» **EXERCISE PROMPT**: Which lines of the records below contain the string "links"? Report each of them.

(Stored entries)
+++

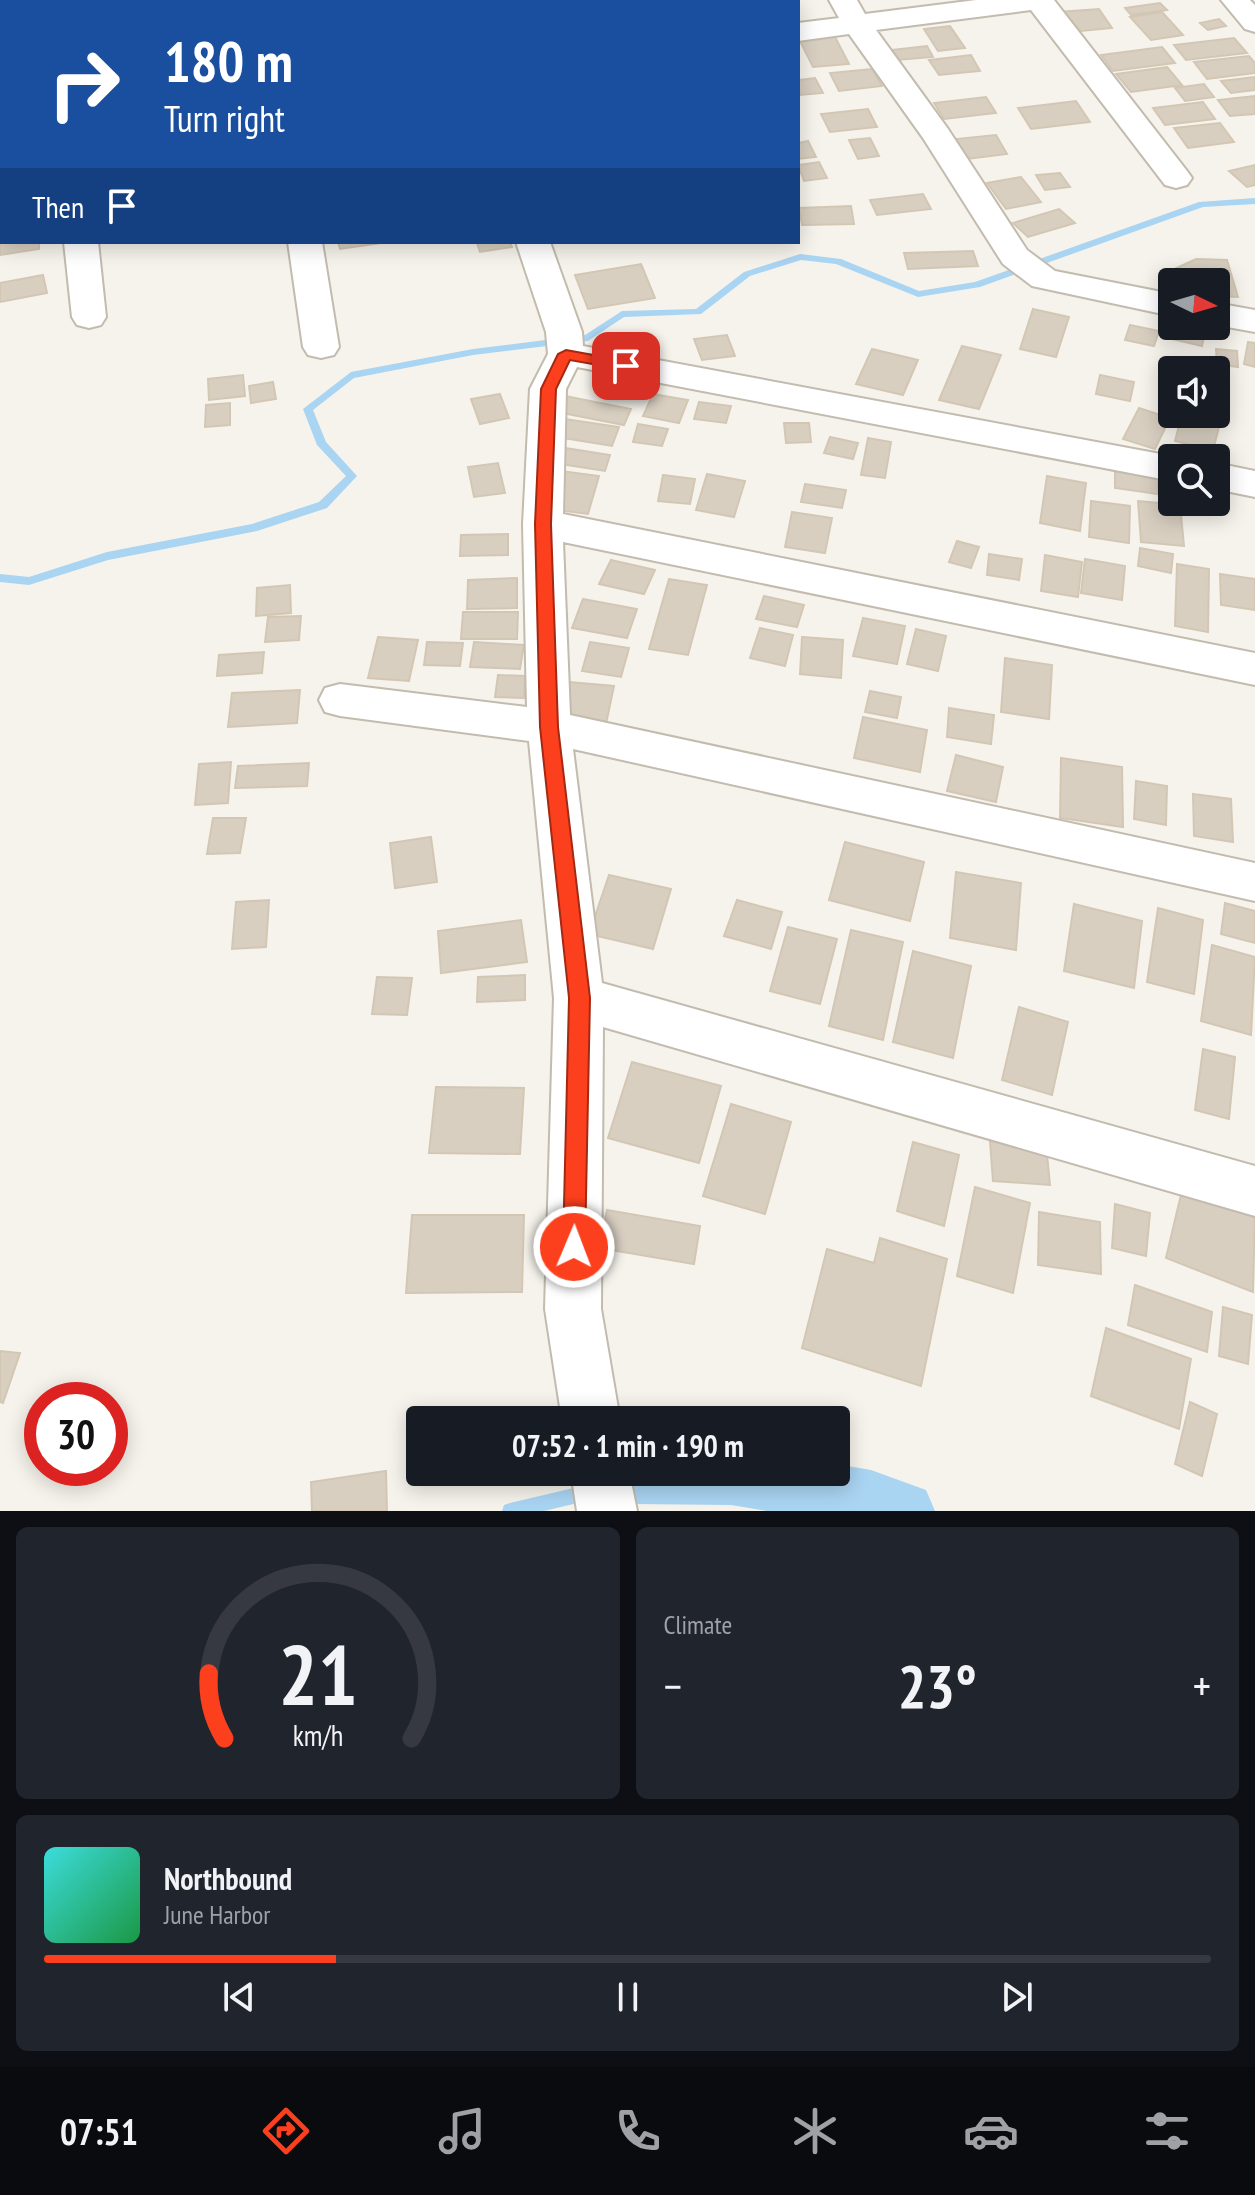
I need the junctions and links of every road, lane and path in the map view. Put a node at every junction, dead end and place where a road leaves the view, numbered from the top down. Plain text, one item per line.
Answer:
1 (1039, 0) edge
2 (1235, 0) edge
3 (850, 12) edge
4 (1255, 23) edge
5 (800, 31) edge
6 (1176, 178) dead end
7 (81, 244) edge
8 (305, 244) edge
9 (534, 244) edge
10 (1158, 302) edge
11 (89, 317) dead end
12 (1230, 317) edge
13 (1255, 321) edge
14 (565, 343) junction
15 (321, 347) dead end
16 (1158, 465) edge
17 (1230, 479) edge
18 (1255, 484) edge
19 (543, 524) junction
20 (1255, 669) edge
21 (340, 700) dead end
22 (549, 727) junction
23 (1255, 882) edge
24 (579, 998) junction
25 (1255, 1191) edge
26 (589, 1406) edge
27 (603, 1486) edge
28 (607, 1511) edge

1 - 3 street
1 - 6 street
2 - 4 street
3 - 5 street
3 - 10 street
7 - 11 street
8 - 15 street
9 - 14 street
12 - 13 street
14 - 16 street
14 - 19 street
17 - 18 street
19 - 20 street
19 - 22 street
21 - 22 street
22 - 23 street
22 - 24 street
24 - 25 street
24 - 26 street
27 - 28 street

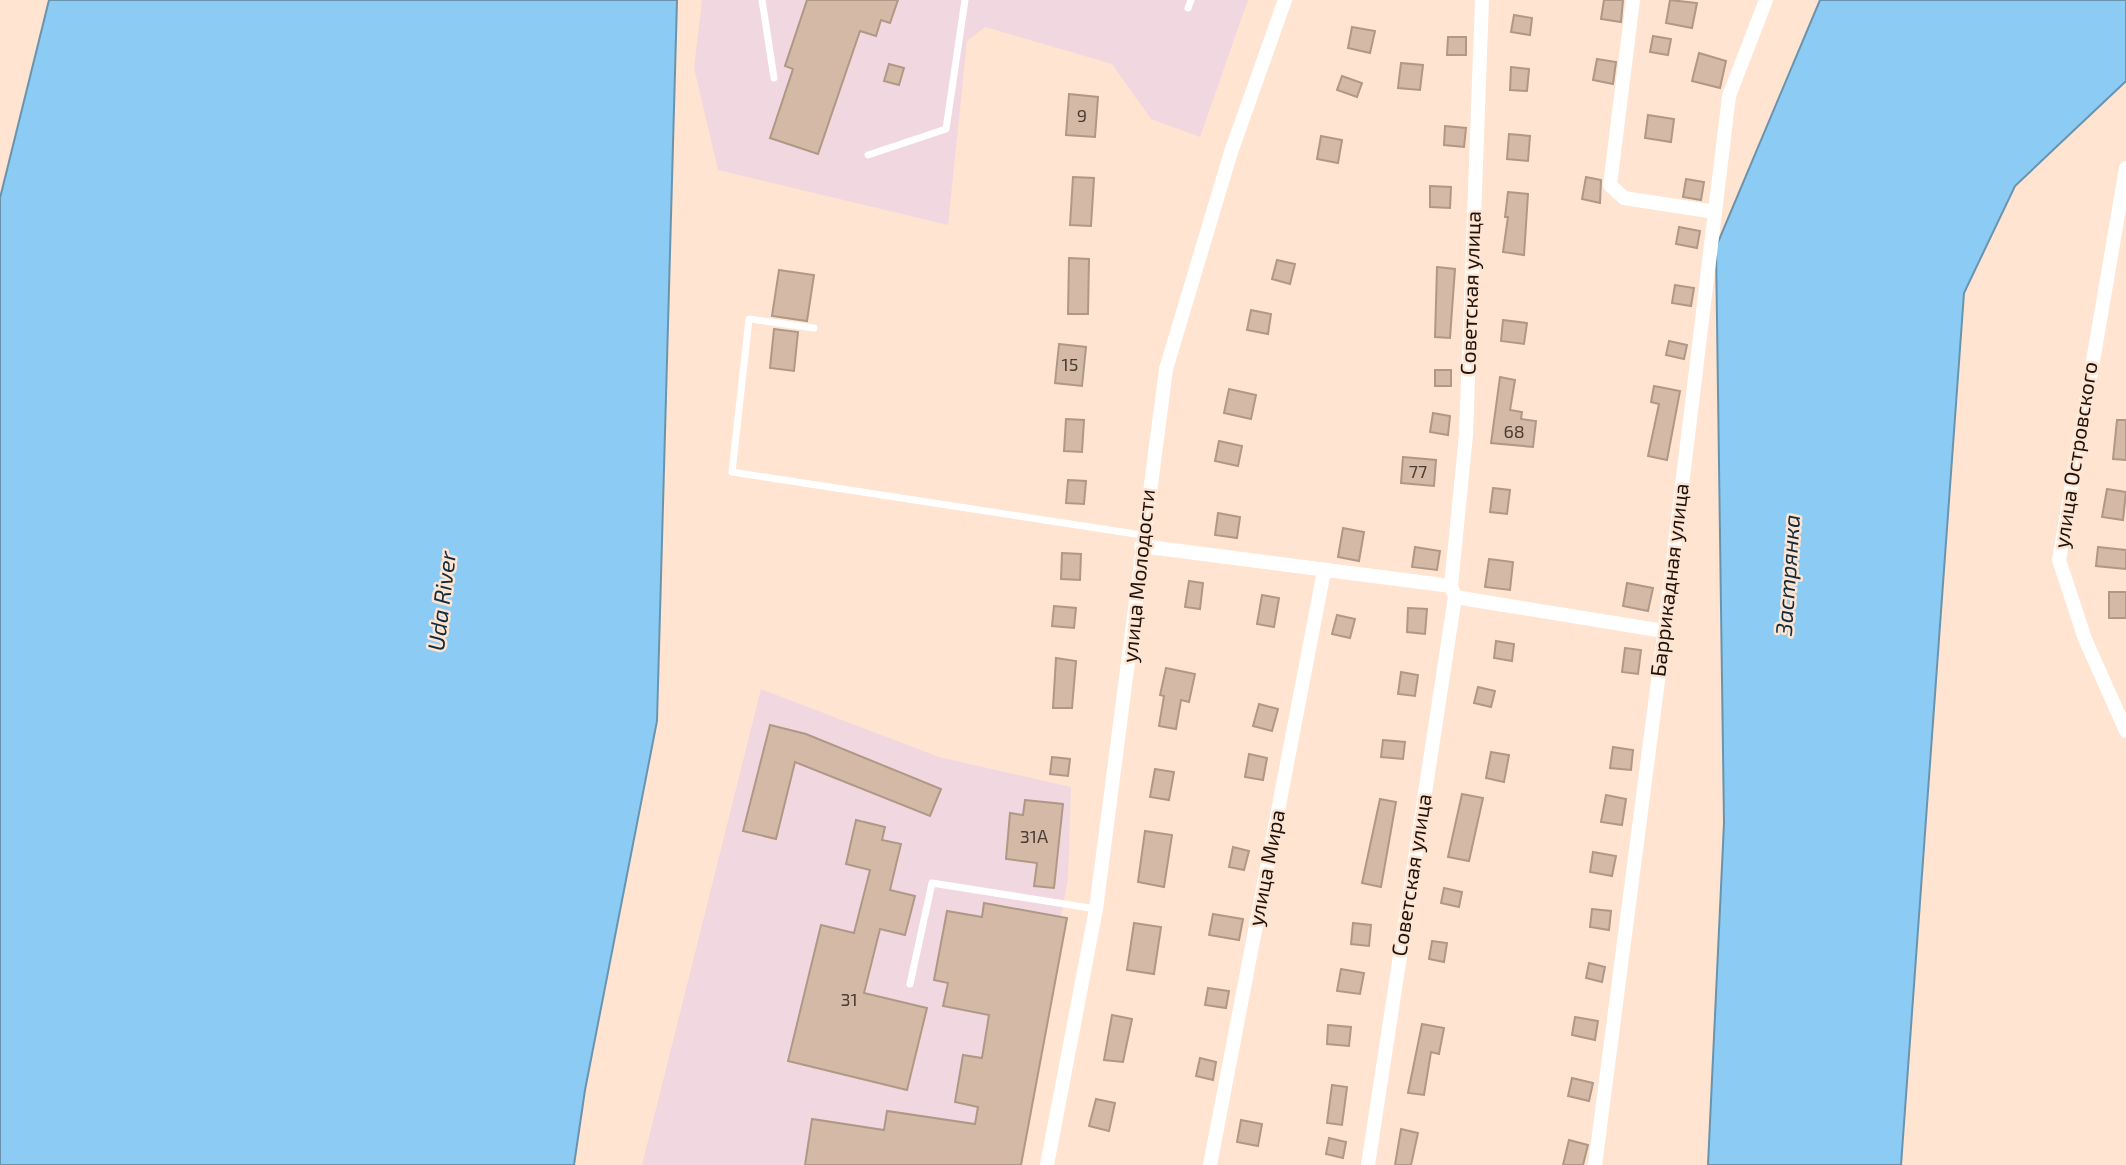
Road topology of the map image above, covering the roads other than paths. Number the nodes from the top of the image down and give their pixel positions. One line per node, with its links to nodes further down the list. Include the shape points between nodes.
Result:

+++

» **RESPONSE TO THIS EXERCISE**:
I need the junctions and links of every road, lane and path in the map view. Put a node at every junction, dead end and place where a road leaves the view, numbered from the top down. Plain text, one item per line.
Road topology of the map image above, covering the roads other than paths. Number the nodes from the top of the image down and give their pixel positions. One line per node, with its links to nodes further down the list. Include the shape points between nodes.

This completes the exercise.